Data Points: First data center project year for Brian Janice: 2006 - Brian says he worked on his first data center project in 2006, illustrating nearly 20 years in the sector. Quincy, Washington data center buildout period: ~20 years - Example of Microsoft scaling to near-gigawatt capacity gradually over two decades. Quincy unemployment rate change: 29% to 6% - Used to show long-term community benefits from data center investment. Quincy aquatic center investment: $15 million - Community benefit tied to long-term data center presence. Quincy school investment: $150 million - Another example of downstream local benefits. Energy Hub device count: 2.5 million customer devices - Promotional segment describing VPP aggregation resources. Energy Hub dispatchable capacity: 3.4 gigawatts - Promotional segment comparing VPP output to traditional generation. Equivalent grid capacity: More than three nuclear reactors - Promotional comparison for VPP flexibility. Data center property tax trend in Loudoun County: Down every year for the last decade - Example Brian cites to show local fiscal benefits despite backlash. North Dakota facility scale referenced: Applied Digital facility - Cited as an example of a positive local story around jobs and tax revenue.
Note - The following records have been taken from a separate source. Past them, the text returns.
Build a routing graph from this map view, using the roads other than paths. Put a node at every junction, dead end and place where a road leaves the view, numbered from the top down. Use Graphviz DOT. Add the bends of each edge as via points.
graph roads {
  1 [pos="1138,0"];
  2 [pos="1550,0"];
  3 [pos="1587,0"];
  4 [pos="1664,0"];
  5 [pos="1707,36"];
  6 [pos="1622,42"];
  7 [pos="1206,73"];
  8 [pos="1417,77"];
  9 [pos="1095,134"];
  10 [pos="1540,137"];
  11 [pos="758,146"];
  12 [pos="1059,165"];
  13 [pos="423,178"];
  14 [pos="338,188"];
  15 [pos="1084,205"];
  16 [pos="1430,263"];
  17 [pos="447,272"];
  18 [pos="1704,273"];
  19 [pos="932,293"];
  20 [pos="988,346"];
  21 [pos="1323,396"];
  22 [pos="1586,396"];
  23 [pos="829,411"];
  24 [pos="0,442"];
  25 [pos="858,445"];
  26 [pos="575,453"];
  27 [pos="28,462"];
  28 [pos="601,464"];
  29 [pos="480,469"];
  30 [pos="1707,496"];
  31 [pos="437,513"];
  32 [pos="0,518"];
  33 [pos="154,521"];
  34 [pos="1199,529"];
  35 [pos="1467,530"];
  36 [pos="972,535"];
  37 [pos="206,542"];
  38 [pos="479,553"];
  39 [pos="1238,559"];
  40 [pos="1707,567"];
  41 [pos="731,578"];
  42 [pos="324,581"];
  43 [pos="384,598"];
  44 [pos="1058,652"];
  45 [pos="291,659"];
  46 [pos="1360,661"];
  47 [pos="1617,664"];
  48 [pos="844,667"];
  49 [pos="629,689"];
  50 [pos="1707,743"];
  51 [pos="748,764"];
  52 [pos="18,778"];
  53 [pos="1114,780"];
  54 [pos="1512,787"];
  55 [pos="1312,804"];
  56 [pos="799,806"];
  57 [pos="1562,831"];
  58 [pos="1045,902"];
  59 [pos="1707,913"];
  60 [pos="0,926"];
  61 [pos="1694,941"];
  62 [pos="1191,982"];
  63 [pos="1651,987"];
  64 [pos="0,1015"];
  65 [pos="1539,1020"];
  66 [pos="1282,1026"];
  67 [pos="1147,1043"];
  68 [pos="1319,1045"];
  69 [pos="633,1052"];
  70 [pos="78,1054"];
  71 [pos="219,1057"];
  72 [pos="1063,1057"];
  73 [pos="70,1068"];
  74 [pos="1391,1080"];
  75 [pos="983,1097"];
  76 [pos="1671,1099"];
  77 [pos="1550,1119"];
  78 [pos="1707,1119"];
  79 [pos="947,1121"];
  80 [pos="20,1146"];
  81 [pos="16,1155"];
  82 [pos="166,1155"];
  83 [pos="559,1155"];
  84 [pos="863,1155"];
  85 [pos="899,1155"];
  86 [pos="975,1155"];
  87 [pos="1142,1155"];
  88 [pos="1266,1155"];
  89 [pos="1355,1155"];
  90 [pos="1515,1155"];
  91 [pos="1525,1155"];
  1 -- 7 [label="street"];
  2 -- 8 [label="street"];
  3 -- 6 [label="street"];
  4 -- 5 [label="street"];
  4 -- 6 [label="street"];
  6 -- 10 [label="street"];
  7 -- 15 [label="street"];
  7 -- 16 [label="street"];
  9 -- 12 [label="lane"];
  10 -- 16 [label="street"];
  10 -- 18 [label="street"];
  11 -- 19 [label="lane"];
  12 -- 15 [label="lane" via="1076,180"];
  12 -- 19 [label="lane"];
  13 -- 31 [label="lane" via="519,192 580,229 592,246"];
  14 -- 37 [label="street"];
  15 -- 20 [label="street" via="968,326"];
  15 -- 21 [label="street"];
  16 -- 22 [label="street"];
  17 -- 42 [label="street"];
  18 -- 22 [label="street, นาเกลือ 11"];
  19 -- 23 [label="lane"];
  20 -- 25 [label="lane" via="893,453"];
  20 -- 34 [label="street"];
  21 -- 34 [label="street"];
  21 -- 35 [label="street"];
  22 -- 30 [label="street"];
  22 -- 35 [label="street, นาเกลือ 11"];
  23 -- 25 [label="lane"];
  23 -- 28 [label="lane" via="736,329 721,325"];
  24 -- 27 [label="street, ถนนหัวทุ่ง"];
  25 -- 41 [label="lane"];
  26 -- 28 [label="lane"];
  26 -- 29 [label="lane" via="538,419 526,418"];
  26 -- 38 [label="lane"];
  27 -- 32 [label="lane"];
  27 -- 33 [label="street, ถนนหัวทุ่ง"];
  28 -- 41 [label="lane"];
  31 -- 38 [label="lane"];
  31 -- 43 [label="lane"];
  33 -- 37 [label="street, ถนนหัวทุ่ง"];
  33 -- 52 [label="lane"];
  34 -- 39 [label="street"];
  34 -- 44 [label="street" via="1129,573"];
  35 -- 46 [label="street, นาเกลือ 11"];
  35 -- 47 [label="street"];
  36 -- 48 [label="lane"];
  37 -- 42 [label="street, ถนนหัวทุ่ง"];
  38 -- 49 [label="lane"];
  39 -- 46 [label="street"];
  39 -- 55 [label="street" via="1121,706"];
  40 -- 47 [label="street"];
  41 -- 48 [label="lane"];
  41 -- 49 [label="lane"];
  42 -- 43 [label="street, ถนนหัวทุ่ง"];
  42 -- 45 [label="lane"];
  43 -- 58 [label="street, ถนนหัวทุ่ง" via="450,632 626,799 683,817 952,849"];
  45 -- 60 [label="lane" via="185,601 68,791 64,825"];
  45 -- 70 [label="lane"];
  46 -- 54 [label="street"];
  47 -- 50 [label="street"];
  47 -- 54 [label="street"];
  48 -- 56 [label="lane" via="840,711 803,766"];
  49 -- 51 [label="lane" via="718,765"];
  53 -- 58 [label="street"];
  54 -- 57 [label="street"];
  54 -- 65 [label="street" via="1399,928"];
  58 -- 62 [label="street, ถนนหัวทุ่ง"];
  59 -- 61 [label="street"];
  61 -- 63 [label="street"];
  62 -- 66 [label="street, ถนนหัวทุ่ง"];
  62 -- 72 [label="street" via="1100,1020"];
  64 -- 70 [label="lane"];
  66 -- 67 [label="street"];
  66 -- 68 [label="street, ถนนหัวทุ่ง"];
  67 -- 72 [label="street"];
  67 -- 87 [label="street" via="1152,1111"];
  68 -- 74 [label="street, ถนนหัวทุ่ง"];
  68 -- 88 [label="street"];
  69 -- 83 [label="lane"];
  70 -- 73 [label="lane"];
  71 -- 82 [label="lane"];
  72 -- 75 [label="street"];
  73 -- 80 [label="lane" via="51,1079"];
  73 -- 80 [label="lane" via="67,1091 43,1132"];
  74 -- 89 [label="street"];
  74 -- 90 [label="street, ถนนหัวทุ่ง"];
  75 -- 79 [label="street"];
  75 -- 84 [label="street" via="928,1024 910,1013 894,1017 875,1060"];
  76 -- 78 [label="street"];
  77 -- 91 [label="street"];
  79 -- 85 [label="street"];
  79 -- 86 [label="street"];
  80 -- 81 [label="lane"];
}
Grid build example in Oklahoma: 100% sourcing of wind, solar, storage, and other generation - Brian describes a project where all capacity additions are procured and packaged for the utility. Gigawatt data center extra capacity requirement: 2.6 gigawatts - Brian says one gigawatt-scale project required 2.6 GW of generation and batteries to support it. Large data center threshold in Brian’s framing: 100 MW or more - His definition of large-scale facilities likely to dominate future compute. Lower bound he hears from customers: 50 MW - Shows that even desperate buyers still need substantial scale. Underwater prototype scale: Kilowatt scale - Microsoft’s initial underwater data center was an experiment, not a commercial deployment. Second underwater prototype scale: Megawatt scale - Microsoft later built a much larger underwater unit in the North Sea.
Pivotal Quotes: "From red carpet to pitchforks" — Brian Janice: Describing how community sentiment toward data centers changed over a short period. "You can't redesign your way out of a values fight." — Shayle Khan: Summarizing the idea that technical fixes cannot solve opposition rooted in beliefs about AI. "The industry has tried to attack this with facts and really miss the emotional resonance of like people just aren't happy about this stuff right now." — Brian Janice: On why data center and AI messaging has failed to shift public sentiment.
Implications: Data center developers will likely need cleaner siting, transparent practices, and targeted community compensation, but AI’s political and cultural backlash may still constrain growth. Expect more experimentation with behind-the-meter, edge, and alternative siting models, though large grid-connected facilities will likely remain dominant.